Los más importantes son: Toledo-Moctezuma (símbolo del
mestizaje de las culturas europeas y americana, hoy Archivo Histórico-Provincial),
Mayoralgo (Sede de Caja Extremadura, fachada renacentista y restos anteriores),
Hernando de Ovando (esgrafiado del águila de los Vera), Condes de Adanero
(fachada manierista, imponente portada de sillares almohadillados según modelo
italiano), las Cigüeñas (torre más alta y singular patio y escaleras), Golfines
de Abajo (hermosa fachada, impresionante torre, escudos), Carvajal (balcón de
esquina, patio y jardín), Galarza (ventana de esquina, patio interior), Marqués
de Camarena (torre imponente con balcón en matacán), La Isla (en el lugar de la
sinagoga judía, crítica a la nobleza heredada).
Deambulando a la que salta en medio de esta orgía pétrea,
acotándola en la memoria, vemos las casonas importantes, que son de los siglos
XV y XVI. Destacan: Ovando-Saavedra (escalera), Diego García de Ulloa (portada
con arco de grandes dovelas, escudos), Mudéjar (mampostería y ladrillo), Sol
(gran extensión, matacán semicilíndrico con aspilleras), Cáceres-Nidos (“del
Mono”, gárgolas), Moraga (escudos, inscripción), Ribera (portada
almohadillada), Águila (escudo de alabastro), Becerra (puerta con largas
dovelas, blasones).
No podían faltar las iglesias, pero sólo podemos ver la
de San Francisco Javier, de la Compañía de Jesús, s.
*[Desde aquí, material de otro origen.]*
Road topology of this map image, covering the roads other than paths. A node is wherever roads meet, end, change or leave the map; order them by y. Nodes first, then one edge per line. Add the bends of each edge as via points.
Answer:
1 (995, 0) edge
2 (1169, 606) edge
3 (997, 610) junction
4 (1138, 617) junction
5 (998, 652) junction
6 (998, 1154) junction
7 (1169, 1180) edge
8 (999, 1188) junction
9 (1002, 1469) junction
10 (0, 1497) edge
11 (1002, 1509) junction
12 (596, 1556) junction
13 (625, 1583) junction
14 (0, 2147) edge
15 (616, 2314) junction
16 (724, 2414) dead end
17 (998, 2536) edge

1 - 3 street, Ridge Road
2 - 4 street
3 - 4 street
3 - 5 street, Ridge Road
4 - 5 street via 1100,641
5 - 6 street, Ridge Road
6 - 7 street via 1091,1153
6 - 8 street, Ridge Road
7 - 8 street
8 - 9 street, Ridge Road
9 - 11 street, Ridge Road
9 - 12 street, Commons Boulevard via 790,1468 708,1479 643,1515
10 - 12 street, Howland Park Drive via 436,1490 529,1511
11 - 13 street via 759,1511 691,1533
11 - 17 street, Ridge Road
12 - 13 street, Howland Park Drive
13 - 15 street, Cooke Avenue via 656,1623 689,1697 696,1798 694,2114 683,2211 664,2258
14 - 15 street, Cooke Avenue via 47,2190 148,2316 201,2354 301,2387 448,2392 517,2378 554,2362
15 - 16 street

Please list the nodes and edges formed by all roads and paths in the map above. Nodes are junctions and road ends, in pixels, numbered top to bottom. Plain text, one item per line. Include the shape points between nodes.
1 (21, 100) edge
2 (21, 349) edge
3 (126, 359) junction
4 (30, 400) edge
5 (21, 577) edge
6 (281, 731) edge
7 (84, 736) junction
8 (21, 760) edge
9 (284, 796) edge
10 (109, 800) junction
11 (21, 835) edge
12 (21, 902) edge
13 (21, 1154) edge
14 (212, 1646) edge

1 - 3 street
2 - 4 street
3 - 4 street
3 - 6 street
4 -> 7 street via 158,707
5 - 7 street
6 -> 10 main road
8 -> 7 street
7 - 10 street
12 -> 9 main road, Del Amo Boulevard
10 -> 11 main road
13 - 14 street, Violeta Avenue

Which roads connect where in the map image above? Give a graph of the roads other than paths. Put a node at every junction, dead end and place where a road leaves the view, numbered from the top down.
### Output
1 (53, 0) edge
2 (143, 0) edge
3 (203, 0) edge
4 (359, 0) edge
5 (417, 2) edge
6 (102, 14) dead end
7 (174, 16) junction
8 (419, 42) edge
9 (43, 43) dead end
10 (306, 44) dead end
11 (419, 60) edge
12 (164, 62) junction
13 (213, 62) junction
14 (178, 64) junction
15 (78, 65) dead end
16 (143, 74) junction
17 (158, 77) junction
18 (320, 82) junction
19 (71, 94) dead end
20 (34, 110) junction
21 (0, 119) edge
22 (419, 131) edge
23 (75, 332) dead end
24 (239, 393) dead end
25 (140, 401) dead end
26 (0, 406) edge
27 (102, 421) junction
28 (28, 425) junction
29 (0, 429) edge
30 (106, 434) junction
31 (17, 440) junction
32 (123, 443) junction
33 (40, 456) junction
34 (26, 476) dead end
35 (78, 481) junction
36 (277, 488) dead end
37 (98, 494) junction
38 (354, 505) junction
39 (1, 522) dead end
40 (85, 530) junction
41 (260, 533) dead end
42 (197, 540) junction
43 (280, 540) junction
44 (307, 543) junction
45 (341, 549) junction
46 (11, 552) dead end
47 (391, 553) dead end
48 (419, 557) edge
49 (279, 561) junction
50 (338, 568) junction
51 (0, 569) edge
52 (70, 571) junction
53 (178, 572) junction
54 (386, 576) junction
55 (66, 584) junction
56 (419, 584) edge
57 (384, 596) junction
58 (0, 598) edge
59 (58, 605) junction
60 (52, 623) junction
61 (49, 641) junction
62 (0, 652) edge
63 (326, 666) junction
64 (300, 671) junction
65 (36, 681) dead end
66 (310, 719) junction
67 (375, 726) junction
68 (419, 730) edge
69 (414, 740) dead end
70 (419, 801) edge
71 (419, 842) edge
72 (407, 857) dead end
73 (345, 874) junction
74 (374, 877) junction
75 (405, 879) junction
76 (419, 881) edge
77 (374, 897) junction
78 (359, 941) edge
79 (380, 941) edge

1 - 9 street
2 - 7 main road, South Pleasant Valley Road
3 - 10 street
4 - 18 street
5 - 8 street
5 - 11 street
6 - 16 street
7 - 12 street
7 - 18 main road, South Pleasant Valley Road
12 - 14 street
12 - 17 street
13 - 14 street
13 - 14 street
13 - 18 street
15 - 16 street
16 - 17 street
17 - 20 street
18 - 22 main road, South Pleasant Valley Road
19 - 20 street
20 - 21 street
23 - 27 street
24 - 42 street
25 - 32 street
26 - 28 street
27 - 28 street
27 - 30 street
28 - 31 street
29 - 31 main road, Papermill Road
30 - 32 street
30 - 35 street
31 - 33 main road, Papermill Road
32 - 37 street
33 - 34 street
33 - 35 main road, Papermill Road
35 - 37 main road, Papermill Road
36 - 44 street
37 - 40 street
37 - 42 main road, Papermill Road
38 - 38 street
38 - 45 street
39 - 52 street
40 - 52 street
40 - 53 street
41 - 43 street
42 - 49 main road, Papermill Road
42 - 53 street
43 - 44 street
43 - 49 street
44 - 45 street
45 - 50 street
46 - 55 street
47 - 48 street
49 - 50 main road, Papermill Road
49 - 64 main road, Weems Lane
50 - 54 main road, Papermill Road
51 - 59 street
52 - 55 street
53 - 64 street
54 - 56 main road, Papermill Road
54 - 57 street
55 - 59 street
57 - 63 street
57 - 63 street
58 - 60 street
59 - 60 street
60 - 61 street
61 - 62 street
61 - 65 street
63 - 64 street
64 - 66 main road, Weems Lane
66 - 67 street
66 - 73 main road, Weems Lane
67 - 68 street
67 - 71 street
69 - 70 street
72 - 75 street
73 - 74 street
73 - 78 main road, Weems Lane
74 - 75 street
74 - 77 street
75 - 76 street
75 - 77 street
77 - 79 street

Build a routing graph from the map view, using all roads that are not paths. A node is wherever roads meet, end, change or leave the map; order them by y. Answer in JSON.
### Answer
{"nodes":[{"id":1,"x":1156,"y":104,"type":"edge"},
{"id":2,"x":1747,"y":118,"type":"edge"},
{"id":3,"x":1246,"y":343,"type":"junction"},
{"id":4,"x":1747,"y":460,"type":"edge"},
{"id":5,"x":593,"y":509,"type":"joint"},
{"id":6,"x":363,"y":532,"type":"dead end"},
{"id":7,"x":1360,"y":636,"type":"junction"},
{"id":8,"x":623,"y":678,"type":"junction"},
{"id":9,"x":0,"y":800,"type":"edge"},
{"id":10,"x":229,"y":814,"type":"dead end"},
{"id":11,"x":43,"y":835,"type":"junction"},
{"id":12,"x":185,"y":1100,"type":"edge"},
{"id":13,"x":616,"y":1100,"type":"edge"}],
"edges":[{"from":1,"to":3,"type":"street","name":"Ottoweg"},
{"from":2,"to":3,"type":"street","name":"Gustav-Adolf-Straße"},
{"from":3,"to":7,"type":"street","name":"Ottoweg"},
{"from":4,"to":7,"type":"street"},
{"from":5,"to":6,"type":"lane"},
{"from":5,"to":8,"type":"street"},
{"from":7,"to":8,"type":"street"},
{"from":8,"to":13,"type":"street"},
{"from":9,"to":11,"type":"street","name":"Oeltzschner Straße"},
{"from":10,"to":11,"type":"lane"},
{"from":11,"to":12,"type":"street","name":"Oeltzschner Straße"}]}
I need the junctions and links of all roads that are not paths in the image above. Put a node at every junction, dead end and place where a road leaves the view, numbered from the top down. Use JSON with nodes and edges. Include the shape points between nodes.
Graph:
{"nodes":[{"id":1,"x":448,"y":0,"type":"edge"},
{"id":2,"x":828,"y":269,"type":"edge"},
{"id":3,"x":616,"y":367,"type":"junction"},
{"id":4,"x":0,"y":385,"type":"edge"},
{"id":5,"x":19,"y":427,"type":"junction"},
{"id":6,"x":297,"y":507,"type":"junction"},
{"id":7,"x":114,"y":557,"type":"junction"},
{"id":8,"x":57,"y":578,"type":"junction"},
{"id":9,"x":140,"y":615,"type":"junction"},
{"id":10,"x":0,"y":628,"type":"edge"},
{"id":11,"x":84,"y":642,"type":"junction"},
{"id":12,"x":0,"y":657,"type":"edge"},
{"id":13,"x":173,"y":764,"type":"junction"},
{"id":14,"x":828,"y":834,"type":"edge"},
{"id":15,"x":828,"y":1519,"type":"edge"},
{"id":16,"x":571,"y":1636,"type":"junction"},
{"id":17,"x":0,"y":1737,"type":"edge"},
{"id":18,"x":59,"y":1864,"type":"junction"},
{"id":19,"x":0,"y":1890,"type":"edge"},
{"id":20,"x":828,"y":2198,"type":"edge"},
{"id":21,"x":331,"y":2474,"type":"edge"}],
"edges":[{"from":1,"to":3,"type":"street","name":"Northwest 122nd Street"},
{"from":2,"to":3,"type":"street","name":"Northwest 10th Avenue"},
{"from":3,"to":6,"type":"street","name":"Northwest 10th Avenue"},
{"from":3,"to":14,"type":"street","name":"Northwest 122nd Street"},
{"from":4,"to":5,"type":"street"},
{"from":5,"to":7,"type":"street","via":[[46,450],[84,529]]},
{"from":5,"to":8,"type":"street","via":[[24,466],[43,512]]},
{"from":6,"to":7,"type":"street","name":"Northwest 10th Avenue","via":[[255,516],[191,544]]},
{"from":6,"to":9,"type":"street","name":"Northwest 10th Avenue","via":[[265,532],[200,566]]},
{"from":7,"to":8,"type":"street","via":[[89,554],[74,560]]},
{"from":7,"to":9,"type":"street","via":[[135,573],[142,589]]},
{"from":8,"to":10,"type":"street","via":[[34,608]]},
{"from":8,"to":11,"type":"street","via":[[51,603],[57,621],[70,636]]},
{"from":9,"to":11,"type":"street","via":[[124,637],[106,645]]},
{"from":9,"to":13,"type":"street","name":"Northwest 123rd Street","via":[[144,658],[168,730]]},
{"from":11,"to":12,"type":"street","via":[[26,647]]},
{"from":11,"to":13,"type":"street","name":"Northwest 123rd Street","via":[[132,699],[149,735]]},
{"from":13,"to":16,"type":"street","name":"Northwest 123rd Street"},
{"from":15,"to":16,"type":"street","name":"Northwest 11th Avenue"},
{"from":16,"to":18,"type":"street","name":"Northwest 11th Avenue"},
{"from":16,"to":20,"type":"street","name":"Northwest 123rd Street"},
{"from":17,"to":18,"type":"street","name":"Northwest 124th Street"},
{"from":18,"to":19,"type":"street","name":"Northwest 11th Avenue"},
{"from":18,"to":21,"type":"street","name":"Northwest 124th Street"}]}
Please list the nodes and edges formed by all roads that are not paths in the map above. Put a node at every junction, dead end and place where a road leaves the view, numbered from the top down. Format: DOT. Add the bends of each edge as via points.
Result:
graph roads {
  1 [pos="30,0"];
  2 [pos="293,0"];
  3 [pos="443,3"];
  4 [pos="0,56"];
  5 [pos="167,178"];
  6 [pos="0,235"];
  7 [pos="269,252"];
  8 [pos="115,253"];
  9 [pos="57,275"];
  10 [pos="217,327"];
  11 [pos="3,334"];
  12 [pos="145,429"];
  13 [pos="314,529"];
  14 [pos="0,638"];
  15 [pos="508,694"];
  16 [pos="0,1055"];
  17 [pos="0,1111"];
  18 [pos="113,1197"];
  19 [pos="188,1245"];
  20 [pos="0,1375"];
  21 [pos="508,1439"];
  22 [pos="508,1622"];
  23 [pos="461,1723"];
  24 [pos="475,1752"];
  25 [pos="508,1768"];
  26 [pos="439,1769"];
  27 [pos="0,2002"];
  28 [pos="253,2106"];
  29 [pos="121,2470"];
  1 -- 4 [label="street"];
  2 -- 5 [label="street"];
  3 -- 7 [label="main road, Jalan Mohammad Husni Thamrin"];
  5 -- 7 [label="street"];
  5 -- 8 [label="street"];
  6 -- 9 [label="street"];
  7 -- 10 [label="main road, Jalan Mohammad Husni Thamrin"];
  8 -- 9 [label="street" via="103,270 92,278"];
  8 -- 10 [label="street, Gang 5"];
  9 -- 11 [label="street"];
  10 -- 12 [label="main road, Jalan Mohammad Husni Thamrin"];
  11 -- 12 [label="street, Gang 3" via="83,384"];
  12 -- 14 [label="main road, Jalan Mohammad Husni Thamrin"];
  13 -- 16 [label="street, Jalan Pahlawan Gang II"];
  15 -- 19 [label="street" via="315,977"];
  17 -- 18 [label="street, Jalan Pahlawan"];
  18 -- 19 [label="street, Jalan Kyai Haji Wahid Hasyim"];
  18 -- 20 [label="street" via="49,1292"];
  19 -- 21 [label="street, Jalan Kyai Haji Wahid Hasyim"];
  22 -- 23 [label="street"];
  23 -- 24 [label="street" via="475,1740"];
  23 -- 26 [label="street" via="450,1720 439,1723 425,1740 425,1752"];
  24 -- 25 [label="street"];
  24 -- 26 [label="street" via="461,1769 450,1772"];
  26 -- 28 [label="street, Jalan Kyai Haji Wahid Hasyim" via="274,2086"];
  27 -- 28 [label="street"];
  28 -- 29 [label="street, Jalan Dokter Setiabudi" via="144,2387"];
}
XVIII, fachada barroca con
dos grandes torres. Al lado está el antiguo Convento, con un gran
patio-claustro, destinado a variados usos. También vemos el Hospital de los
Caballeros (escudo de Ulloa) y varios museos (maquetas, piezas arqueológicas,
joyas, y cuadros importantes de arte moderno –Genovés, Millares, Saura, Miró,
Picasso-).
Repetimos el itinerario por la mañana, con un cielo
despejado que confiere a las piedras y a la historia un relieve casi táctil. Ha
aumentado el número de visitantes. Ruando estas callejuelas con residuos de
grandeza, convertidas ahora en hormigueante zoco, nos asalta un tropel de
evocaciones históricas y literarias. Uno no sabe si quitarse el sombrero, es
decir, la gorra. Siguiendo a su profesor, un grupo de estudiantes miran sin
ver, con hemisferios mentales ajenos por completo al lugar.